Task prompt: Check every line below, and copy those that include "lane".

[[ Extracted information open ]]

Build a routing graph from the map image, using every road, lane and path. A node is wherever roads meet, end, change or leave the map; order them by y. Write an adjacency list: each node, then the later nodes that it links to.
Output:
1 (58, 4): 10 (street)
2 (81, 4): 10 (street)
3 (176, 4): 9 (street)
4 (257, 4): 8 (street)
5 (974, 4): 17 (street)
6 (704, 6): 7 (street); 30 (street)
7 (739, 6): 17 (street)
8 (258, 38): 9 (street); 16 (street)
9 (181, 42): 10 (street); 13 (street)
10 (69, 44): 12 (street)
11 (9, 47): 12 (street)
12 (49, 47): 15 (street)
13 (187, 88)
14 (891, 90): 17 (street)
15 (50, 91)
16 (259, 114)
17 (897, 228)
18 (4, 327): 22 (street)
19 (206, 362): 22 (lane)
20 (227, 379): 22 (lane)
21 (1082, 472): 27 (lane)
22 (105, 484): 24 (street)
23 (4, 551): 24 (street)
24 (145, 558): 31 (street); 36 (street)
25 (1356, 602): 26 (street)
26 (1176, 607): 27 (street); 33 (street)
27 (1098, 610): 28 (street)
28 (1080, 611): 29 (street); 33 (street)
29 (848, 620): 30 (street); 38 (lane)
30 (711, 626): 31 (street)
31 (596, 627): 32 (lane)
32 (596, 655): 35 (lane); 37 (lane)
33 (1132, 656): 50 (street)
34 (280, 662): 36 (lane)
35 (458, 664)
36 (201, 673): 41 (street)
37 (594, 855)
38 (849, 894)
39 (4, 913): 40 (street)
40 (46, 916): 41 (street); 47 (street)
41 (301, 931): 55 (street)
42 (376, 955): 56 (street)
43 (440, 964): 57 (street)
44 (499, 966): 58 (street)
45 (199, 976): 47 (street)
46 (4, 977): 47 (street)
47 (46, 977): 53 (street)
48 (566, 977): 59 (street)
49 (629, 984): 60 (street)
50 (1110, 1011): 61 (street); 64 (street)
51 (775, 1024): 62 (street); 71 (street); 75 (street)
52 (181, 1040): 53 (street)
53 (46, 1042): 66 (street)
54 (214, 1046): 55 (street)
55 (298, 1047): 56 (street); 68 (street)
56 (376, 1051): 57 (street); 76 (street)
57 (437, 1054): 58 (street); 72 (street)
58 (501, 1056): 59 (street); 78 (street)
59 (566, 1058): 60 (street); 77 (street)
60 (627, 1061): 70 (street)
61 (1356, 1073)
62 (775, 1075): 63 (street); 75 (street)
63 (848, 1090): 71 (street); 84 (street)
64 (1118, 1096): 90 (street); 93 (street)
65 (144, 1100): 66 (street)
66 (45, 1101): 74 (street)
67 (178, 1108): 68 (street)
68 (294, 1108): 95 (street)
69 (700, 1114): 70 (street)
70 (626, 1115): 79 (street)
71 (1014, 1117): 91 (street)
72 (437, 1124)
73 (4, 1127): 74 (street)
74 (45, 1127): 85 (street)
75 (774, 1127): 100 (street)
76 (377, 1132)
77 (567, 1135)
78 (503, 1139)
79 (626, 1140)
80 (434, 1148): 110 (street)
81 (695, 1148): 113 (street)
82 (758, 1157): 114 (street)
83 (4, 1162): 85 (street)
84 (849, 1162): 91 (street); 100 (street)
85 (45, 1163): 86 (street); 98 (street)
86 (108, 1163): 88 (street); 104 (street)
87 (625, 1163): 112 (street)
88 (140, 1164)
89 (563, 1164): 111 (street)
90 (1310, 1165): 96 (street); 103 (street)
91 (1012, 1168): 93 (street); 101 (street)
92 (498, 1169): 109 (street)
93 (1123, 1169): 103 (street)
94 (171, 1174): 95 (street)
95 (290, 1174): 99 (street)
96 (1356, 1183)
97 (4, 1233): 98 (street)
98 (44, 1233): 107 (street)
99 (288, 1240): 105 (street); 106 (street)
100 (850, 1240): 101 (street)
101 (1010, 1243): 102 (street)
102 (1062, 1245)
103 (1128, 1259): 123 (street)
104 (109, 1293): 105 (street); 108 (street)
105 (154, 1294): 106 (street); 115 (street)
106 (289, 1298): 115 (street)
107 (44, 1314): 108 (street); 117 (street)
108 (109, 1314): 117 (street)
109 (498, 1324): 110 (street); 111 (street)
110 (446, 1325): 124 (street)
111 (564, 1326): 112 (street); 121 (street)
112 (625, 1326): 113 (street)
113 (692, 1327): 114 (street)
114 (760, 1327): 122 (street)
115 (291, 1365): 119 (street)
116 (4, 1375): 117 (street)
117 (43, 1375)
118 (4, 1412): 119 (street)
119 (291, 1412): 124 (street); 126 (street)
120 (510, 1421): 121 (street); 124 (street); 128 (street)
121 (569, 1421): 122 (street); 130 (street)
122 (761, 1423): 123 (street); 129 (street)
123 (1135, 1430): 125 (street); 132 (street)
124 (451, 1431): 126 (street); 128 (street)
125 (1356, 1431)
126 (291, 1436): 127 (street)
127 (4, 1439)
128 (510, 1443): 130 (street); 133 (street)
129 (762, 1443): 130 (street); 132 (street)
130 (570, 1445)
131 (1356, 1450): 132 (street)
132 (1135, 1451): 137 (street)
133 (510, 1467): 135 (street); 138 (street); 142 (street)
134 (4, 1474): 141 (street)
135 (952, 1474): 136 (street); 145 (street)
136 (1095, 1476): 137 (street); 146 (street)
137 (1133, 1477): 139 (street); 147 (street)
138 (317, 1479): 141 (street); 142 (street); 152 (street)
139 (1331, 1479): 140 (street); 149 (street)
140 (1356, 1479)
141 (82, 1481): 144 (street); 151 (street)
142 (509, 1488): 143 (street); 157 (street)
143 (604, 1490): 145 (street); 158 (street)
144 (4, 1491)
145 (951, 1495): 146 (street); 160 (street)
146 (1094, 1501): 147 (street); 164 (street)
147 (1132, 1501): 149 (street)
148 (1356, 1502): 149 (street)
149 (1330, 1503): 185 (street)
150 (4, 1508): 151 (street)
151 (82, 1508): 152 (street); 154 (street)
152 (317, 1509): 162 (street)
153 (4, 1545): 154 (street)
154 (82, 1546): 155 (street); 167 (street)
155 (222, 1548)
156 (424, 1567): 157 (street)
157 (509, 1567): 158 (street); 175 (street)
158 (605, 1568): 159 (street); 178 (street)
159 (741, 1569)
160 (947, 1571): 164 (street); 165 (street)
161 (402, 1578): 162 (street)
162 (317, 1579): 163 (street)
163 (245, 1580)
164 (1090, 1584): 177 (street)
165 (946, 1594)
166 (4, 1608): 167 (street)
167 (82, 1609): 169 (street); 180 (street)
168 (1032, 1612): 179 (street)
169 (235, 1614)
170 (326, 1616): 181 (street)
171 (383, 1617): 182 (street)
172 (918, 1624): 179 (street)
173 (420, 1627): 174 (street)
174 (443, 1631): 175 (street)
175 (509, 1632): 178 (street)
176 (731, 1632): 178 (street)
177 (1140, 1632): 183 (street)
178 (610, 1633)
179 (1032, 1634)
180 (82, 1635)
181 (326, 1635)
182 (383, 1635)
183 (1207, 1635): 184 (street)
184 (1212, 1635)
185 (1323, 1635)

[[ Extracted information closed ]]

Completed task:
Build a routing graph from the map image, using every road, lane and path. A node is wherever roads meet, end, change or leave the map; order them by y. Write an adjacency list: each node, then the later nodes that it links to.
19 (206, 362): 22 (lane)
20 (227, 379): 22 (lane)
21 (1082, 472): 27 (lane)
29 (848, 620): 30 (street); 38 (lane)
31 (596, 627): 32 (lane)
32 (596, 655): 35 (lane); 37 (lane)
34 (280, 662): 36 (lane)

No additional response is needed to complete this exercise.